**Activity**. Nothing belongs in the answer except the lines of the material that include "Flyover".

----- Given entries

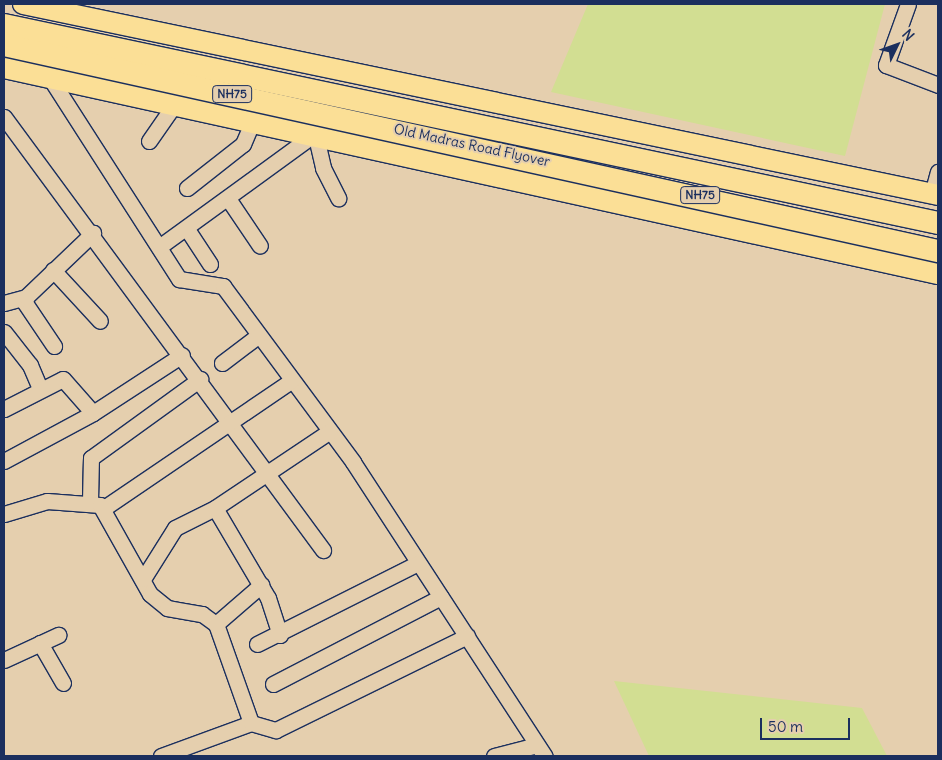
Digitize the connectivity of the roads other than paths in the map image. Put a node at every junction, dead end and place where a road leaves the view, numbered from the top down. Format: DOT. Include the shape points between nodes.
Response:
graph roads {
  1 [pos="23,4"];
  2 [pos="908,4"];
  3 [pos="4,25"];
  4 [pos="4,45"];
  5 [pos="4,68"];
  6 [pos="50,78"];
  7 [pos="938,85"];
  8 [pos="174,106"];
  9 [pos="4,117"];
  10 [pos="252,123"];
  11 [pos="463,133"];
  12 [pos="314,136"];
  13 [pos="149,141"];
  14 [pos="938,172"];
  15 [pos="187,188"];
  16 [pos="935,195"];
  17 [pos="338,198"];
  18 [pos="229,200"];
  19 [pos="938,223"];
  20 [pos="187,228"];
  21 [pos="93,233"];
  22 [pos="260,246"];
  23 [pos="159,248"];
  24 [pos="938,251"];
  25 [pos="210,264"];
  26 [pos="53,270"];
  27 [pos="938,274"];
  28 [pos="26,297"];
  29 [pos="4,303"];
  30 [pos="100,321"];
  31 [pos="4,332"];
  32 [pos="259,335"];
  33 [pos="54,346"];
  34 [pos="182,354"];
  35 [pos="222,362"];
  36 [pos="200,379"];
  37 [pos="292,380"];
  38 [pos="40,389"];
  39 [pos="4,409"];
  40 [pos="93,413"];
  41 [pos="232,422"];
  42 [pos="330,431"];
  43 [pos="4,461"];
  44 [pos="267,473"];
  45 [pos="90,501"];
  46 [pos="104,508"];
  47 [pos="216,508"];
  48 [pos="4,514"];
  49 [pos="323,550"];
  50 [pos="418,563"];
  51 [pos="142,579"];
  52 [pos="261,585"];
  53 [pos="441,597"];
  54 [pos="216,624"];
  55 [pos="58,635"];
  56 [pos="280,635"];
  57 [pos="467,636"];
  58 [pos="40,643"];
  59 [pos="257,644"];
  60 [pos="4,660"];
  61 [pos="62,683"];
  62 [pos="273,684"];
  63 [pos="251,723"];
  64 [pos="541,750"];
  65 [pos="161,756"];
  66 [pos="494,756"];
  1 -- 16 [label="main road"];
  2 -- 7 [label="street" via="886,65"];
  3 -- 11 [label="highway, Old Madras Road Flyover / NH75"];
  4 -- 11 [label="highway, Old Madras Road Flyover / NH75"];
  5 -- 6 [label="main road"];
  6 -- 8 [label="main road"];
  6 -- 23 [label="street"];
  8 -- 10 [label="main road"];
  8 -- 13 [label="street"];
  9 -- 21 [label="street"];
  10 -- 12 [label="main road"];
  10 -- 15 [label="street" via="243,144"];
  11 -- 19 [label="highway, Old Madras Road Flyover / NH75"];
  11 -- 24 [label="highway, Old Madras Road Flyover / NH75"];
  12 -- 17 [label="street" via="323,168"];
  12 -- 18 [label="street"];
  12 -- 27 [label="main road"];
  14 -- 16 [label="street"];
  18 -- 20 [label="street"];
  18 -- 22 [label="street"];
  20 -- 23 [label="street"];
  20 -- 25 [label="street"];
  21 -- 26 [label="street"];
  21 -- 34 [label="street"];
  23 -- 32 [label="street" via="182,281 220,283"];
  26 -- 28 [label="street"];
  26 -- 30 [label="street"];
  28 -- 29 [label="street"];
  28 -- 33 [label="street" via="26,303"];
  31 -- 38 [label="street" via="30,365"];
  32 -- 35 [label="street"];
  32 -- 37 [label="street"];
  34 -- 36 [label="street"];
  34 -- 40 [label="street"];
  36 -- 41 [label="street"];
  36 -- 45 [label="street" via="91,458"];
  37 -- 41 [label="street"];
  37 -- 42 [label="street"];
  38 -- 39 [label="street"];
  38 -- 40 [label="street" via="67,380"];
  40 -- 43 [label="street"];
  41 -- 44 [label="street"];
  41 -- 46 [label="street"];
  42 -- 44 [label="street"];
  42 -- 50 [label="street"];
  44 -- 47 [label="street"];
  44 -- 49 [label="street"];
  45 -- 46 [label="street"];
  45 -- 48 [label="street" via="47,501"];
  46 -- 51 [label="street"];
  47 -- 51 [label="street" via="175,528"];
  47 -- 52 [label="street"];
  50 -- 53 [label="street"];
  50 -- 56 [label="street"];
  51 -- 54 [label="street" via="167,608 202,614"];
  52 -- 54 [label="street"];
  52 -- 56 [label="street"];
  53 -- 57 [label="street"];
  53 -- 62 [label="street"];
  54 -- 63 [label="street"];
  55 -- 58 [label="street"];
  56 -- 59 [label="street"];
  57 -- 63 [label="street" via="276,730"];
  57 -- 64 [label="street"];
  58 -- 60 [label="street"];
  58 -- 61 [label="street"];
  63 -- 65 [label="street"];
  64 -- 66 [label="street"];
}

----------
----- Given entries

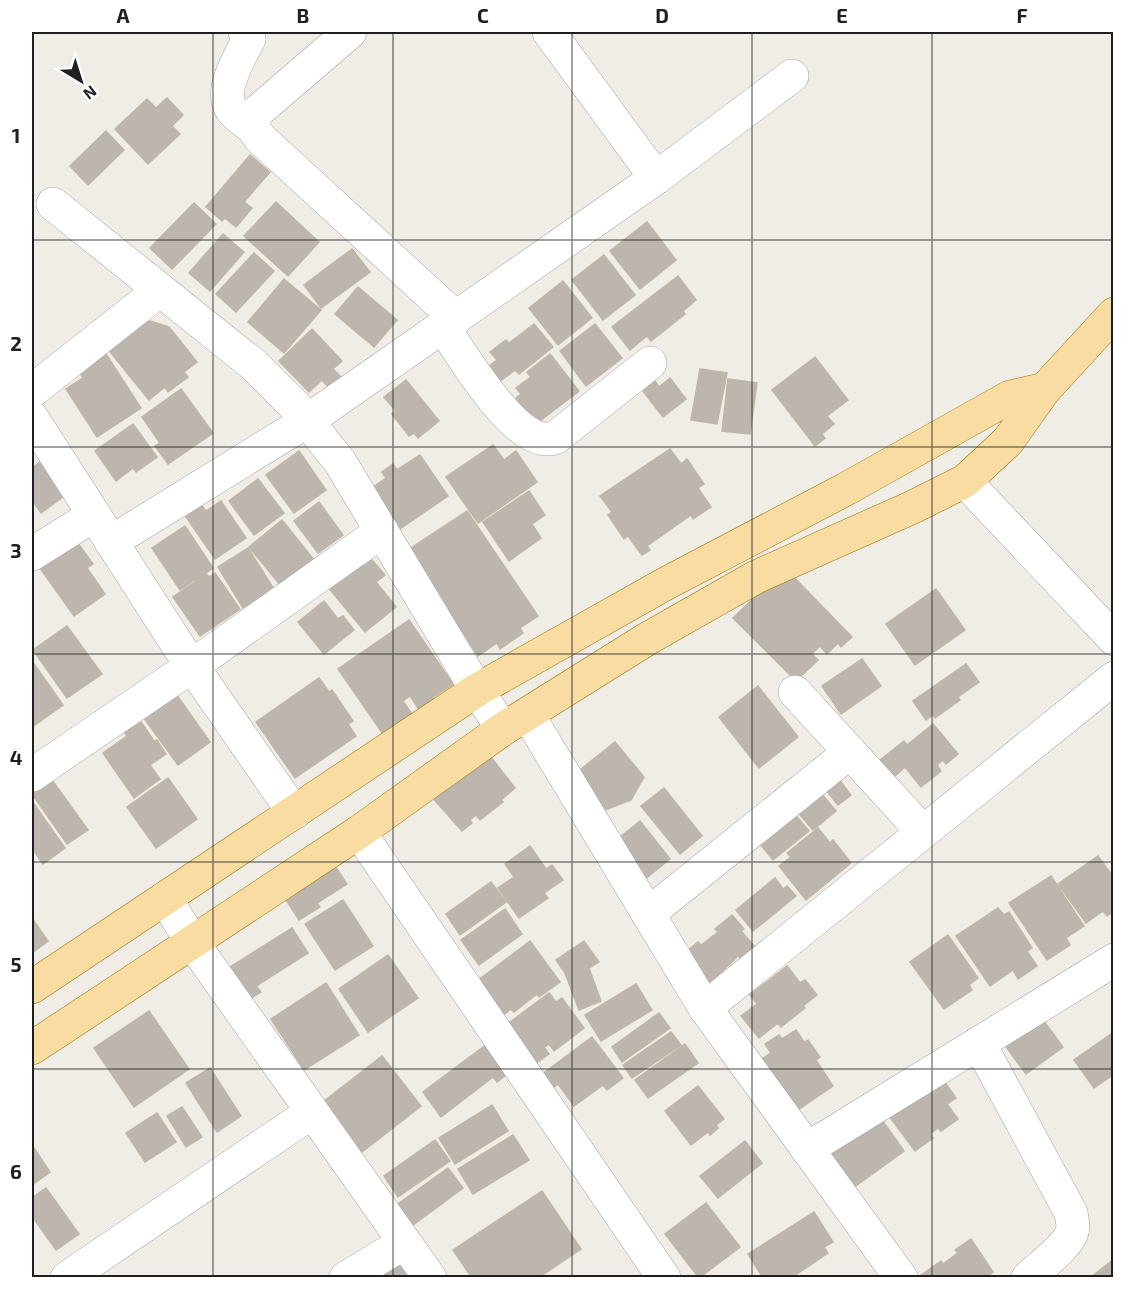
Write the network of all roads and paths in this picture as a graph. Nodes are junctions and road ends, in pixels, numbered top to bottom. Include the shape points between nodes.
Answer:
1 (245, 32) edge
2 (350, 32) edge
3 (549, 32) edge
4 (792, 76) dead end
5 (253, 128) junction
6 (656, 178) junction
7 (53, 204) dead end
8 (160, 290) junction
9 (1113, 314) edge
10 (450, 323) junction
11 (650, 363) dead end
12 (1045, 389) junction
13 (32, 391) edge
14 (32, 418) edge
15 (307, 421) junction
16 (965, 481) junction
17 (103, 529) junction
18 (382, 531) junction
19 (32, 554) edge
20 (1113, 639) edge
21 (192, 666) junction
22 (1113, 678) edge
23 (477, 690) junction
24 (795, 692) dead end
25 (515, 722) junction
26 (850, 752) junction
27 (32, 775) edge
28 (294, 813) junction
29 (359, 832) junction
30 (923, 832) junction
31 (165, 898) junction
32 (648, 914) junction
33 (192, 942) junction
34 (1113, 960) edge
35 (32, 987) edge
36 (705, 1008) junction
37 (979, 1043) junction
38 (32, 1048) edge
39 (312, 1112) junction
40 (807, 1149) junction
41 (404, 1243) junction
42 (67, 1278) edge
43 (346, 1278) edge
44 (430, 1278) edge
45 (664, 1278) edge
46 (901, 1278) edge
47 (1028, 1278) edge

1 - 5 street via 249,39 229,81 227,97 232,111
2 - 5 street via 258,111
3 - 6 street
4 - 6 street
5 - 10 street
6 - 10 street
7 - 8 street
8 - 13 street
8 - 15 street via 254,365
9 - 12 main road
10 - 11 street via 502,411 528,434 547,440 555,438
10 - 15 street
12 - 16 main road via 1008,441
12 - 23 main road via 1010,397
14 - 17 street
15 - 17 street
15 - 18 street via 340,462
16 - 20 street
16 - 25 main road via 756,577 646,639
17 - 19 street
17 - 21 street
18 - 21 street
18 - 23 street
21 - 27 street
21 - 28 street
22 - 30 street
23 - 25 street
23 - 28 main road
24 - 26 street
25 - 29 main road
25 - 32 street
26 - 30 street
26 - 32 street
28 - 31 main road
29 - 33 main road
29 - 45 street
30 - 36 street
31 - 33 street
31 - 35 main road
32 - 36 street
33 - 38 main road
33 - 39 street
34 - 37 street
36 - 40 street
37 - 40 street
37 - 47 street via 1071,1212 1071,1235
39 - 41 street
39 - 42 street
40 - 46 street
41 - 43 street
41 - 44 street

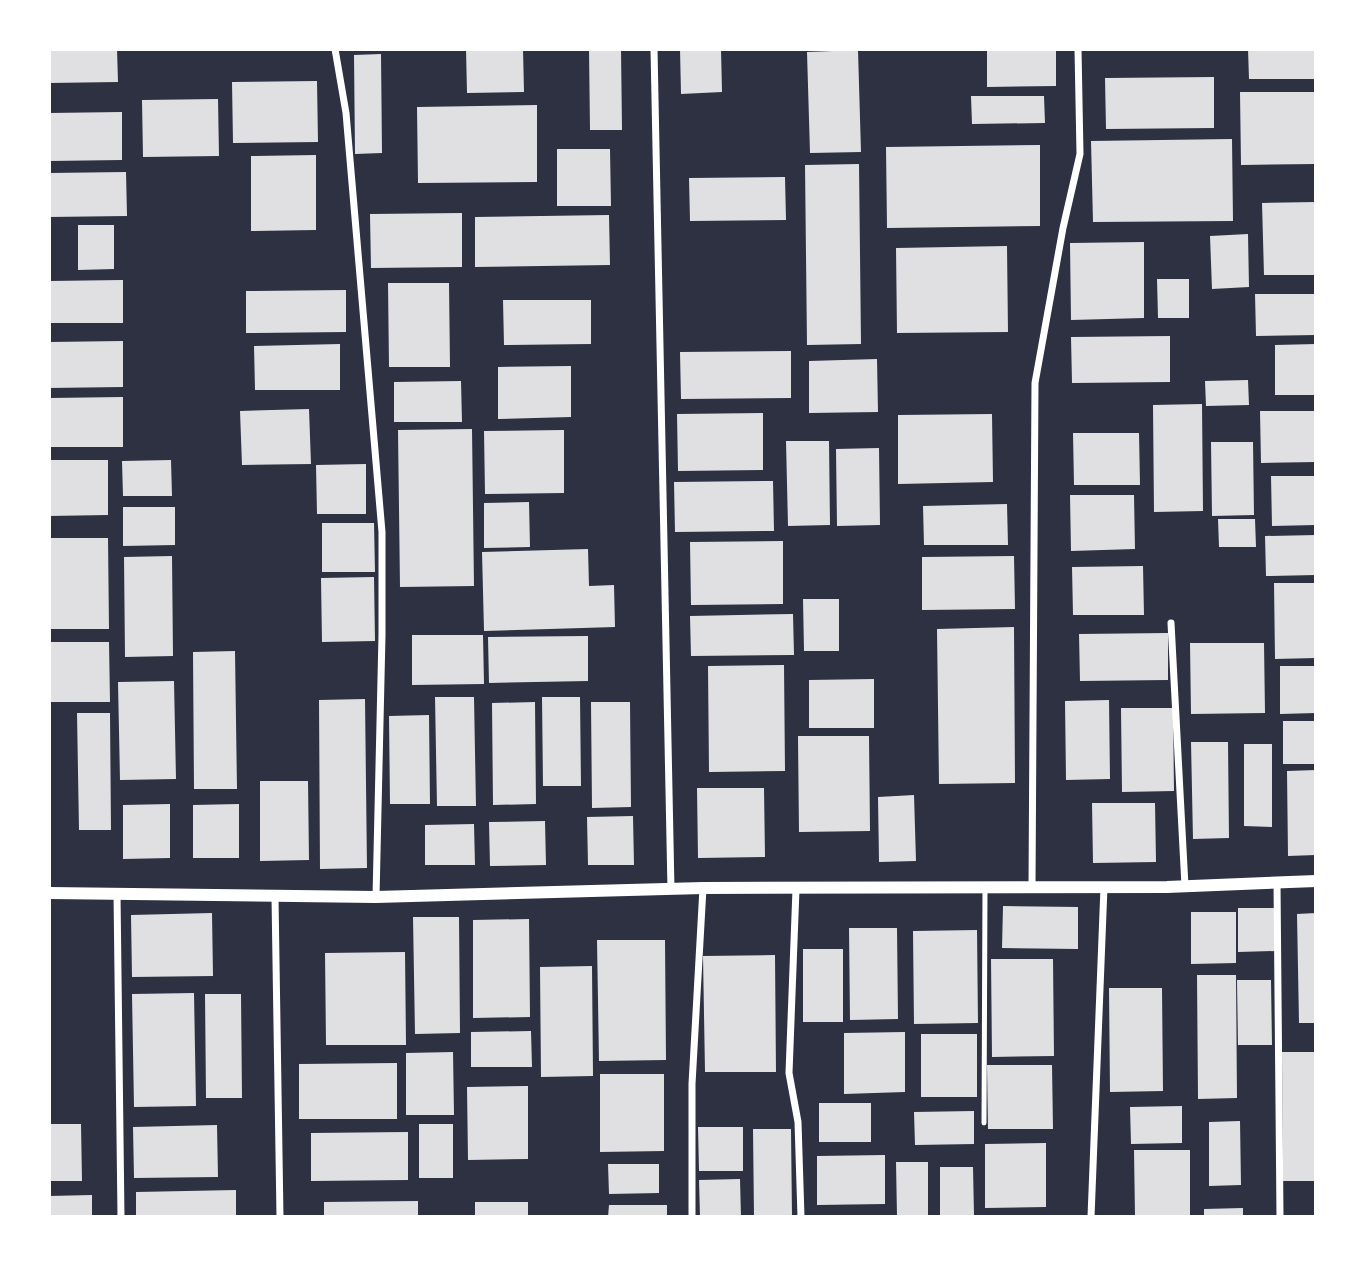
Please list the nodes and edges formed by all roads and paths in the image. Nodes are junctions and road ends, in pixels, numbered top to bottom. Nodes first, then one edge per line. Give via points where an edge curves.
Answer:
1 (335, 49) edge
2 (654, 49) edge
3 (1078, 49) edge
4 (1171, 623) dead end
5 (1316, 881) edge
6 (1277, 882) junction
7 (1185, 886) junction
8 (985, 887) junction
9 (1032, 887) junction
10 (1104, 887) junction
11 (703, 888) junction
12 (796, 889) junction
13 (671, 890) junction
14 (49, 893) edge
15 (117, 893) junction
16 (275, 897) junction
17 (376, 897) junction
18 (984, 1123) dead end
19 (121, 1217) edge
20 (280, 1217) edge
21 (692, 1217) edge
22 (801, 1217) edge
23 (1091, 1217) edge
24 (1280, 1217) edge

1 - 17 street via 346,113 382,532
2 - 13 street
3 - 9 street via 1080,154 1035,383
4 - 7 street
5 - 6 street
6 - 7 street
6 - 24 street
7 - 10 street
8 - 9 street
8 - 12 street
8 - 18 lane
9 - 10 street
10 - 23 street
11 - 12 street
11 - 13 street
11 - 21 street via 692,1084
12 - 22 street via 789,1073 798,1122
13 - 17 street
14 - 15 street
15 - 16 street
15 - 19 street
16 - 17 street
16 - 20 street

----------

**Result for this exercise**.
  3 -- 11 [label="highway, Old Madras Road Flyover / NH75"];
  4 -- 11 [label="highway, Old Madras Road Flyover / NH75"];
  11 -- 19 [label="highway, Old Madras Road Flyover / NH75"];
  11 -- 24 [label="highway, Old Madras Road Flyover / NH75"];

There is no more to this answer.